Wow, that must be the first reported case of active ingredients in his entire product line.


----------



## gococksDJS (Dec 2, 2005)

redspy said:
			
		

> Wow, that must be the first reported case of active ingredients in his entire product line.


haha, nice


----------



## JACKED (Dec 3, 2005)

Lets give a round of applause to mr. Gaspari for putting the Nail in the coffin.
We can all kiss ANY supplement bye bye after this shit. One question, WHY?

It couldn't have been that potent and if it was half as potent as they say you would probably need to use a very high dose like his Methyl-d of old. What a Ass clown. I mean at least Name it something else. WHy do these products have to sound like ROIDS. "Halodrol-50" What tha Fuck!!!?


----------



## brokeass122 (Dec 12, 2005)

people were supposedly getting good results with this product it was selling quite well at my store, but now we cant get anymore and i dont think its going to be coming back


----------



## velikimajmun (Dec 12, 2005)

JACKED said:
			
		

> ?
> . I mean at least Name it something else.

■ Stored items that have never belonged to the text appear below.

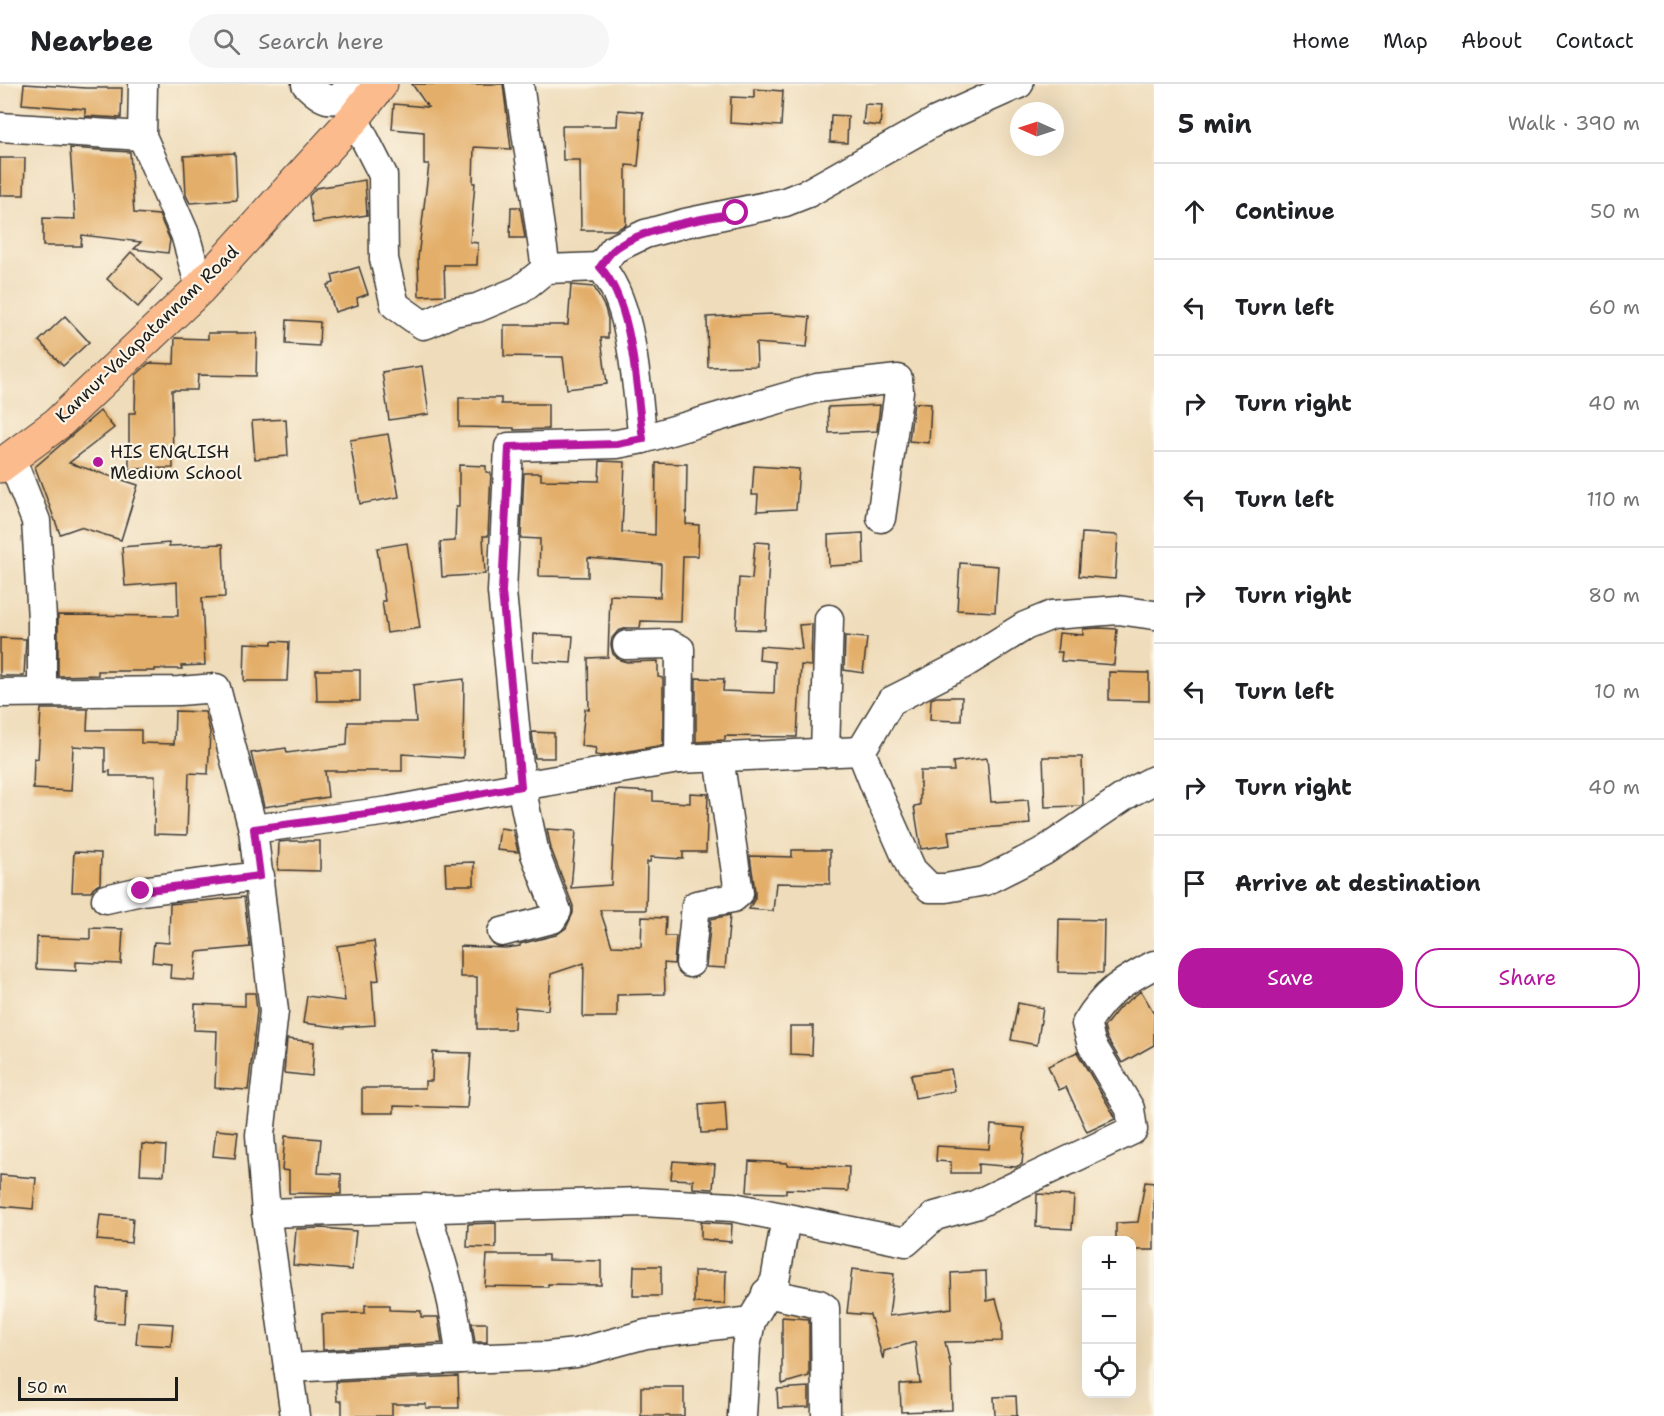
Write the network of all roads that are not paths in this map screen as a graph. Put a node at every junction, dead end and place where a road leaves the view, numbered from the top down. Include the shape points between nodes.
1 (142, 84) edge
2 (306, 84) edge
3 (351, 84) edge
4 (381, 84) edge
5 (519, 84) edge
6 (1019, 84) edge
7 (354, 118) junction
8 (0, 127) edge
9 (142, 136) junction
10 (600, 267) junction
11 (546, 269) junction
12 (200, 288) junction
13 (643, 439) junction
14 (6, 462) edge
15 (881, 518) dead end
16 (1154, 615) edge
17 (829, 619) dead end
18 (627, 645) dead end
19 (42, 692) junction
20 (0, 693) edge
21 (861, 751) junction
22 (825, 753) junction
23 (720, 757) junction
24 (679, 759) junction
25 (1154, 780) edge
26 (521, 786) junction
27 (254, 829) junction
28 (260, 876) junction
29 (106, 899) dead end
30 (502, 932) dead end
31 (690, 963) dead end
32 (1154, 965) edge
33 (425, 1208) junction
34 (266, 1213) junction
35 (786, 1218) junction
36 (766, 1293) junction
37 (751, 1321) junction
38 (460, 1359) junction
39 (288, 1368) junction
40 (295, 1416) edge
41 (742, 1416) edge
42 (826, 1416) edge

1 - 9 street
2 - 3 street via 322,98 334,100
4 - 7 main road, Kannur-Valapatannam Road
5 - 11 street
6 - 10 street via 936,121 808,193 785,202 645,234 614,249
7 - 11 street via 383,175 384,259 394,305 423,325 520,290
7 - 12 main road, Kannur-Valapatannam Road
8 - 9 street
9 - 12 street via 185,234
10 - 11 street
10 - 13 street via 618,296 632,345
12 - 14 main road, Kannur-Valapatannam Road via 58,423
13 - 15 street via 817,388 898,379
13 - 26 street via 617,444 509,447 502,592
14 - 19 street via 36,521
16 - 21 street via 1118,610 1052,615 1025,626 962,665 891,701
17 - 22 street
18 - 24 street via 669,644 680,649
19 - 20 street
19 - 27 street via 216,688
21 - 22 street
21 - 25 street via 912,870 930,888 985,881 1044,851
22 - 23 street
23 - 24 street
23 - 31 street via 739,893 733,898 696,905
24 - 26 street
26 - 27 street via 389,811
26 - 30 street via 536,854 557,911 552,919
27 - 28 street
28 - 29 street
28 - 34 street via 274,1011 260,1136
32 - 35 street via 1125,980 1098,1004 1086,1024 1092,1045 1130,1109 1132,1130 975,1204 935,1216 906,1242
33 - 34 street
33 - 35 street via 642,1202 733,1207
33 - 38 street via 451,1291
34 - 39 street
35 - 36 street via 775,1281
36 - 37 street
36 - 42 street via 825,1308
37 - 38 street via 646,1334 576,1353
37 - 41 street
38 - 39 street
39 - 40 street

WHy do these products have to sound like ROIDS. "Halodrol-50" What tha Fuck!!!?



Because it was ROIDS, it's a oral-turinabol derivative.


----------



## Hlanderr (Dec 12, 2005)

kicka19 said:
			
		

> hahaha, dam, get me some of that



hahha get it while its hotttt


----------



## Hlanderr (Dec 12, 2005)

after further looking into her topics, she says that SO many other PH on the market are steroid related....


----------



## velikimajmun (Dec 13, 2005)

Hlanderr said:
			
		

> after further looking into her topics, she says that SO many other PH on the market are steroid related....




That's because they are.  phera plex is madol, superdrol is a 17aa version of masteron, prostanzol is stanazolol where the 17aa has been removed and replaced with a THC ester.  These compounds are not implicitly banned/scheduled but there is a catch-all phrase in the recent steroid act which reers to "like compounds"


----------